Work item:
All that is wanted is an exact copy of the line containing "Build a routing" and the lines after it, through the end of the records.

[Saved data entries]
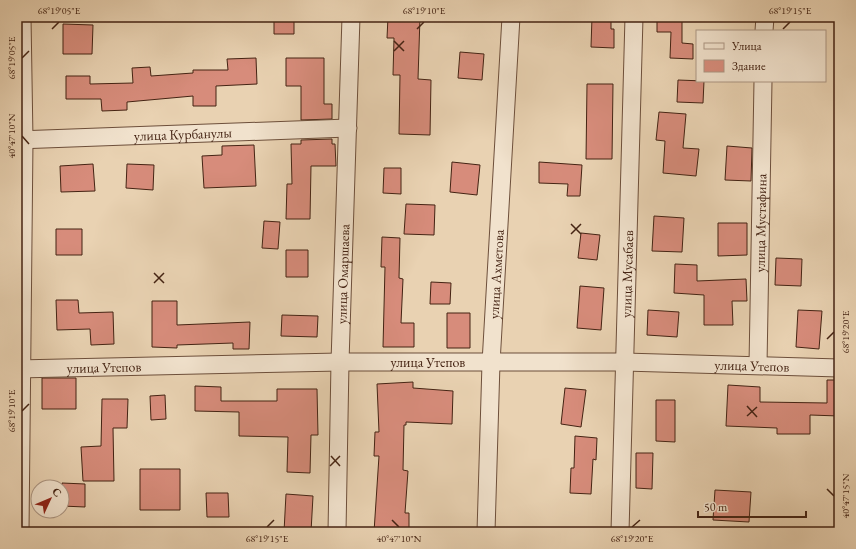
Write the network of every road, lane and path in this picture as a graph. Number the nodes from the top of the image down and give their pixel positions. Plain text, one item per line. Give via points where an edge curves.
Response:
1 (22, 17) edge
2 (351, 17) edge
3 (511, 17) edge
4 (634, 17) edge
5 (765, 17) edge
6 (764, 30) edge
7 (763, 82) edge
8 (348, 128) junction
9 (20, 140) edge
10 (340, 362) junction
11 (624, 362) junction
12 (491, 363) junction
13 (758, 365) junction
14 (839, 368) edge
15 (20, 369) edge
16 (20, 532) edge
17 (338, 532) edge
18 (486, 532) edge
19 (620, 532) edge

1 - 9 street
2 - 8 street, улица Омаршаева
3 - 12 street, улица Ахметова
4 - 11 street, улица Мусабаев
5 - 6 street
7 - 13 street, улица Мустафина
8 - 9 street, улица Курбанулы
8 - 10 street, улица Омаршаева
9 - 15 street
10 - 12 street, улица Утепов
10 - 15 street, улица Утепов
10 - 17 street, улица Омаршаева
11 - 12 street, улица Утепов
11 - 13 street, улица Утепов
11 - 19 street, улица Мусабаев
12 - 18 street, улица Ахметова
13 - 14 street, улица Утепов
15 - 16 street

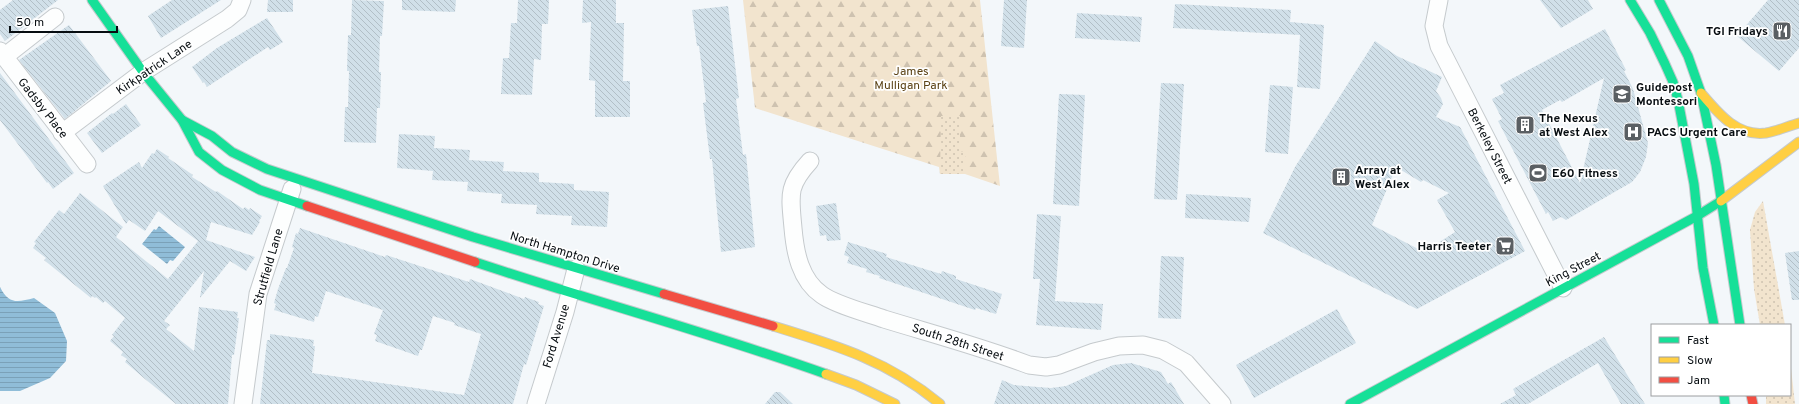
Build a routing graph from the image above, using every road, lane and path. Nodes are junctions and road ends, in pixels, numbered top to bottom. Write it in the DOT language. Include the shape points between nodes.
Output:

Written solution:
Build a routing graph from the image above, using every road, lane and path. Nodes are junctions and road ends, in pixels, numbered top to bottom. Write it in the DOT language. Include the shape points between nodes.
Output:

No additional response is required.